(Stored data entries)
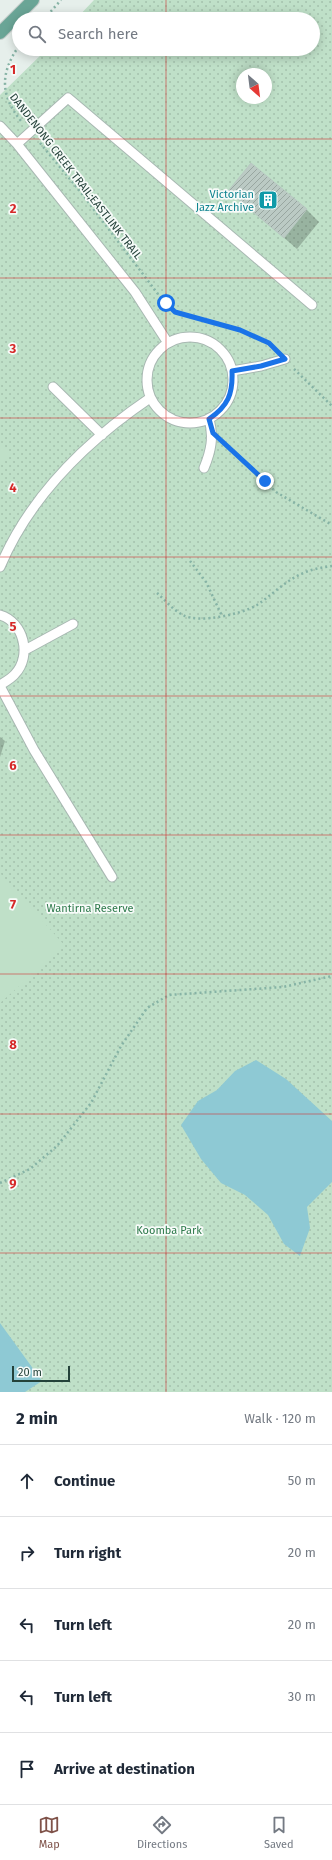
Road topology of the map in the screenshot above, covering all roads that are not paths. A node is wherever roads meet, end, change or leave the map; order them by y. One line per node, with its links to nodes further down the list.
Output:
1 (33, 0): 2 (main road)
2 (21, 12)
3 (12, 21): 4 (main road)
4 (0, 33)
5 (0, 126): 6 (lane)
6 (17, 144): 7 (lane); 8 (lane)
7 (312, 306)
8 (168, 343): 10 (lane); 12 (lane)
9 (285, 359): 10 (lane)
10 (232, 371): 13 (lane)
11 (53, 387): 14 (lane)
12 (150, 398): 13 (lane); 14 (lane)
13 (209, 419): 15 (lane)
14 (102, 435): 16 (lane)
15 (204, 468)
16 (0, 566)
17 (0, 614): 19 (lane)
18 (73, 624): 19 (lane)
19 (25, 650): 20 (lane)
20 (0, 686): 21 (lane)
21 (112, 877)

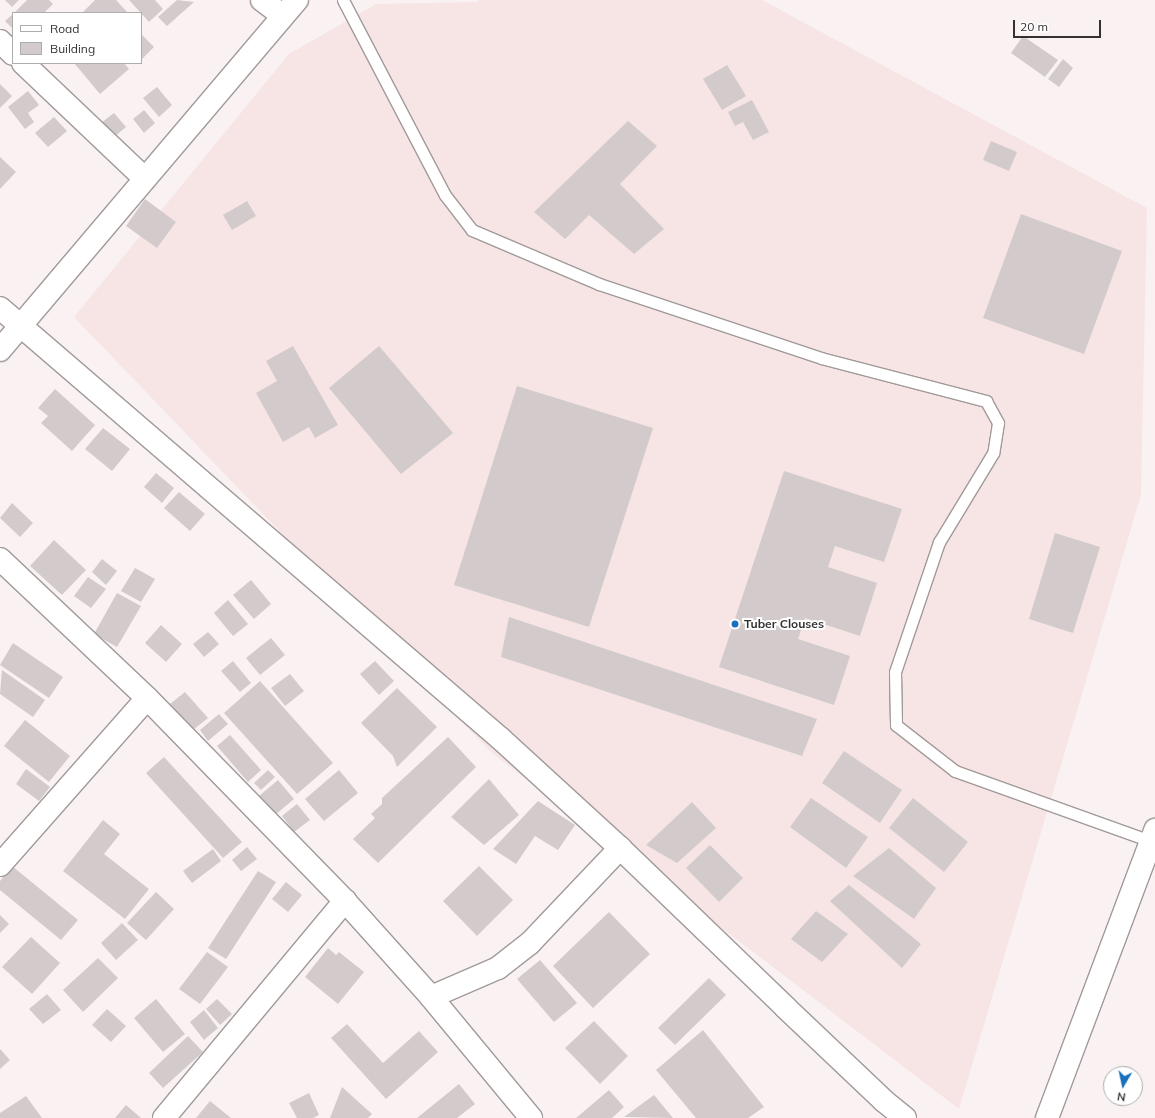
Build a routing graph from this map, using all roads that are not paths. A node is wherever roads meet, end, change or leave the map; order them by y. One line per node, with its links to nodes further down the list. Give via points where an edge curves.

# [Assignment]
Using the entries above, work out the number of lines containing the string "them", and supply only that number.

# [Expected answer]
2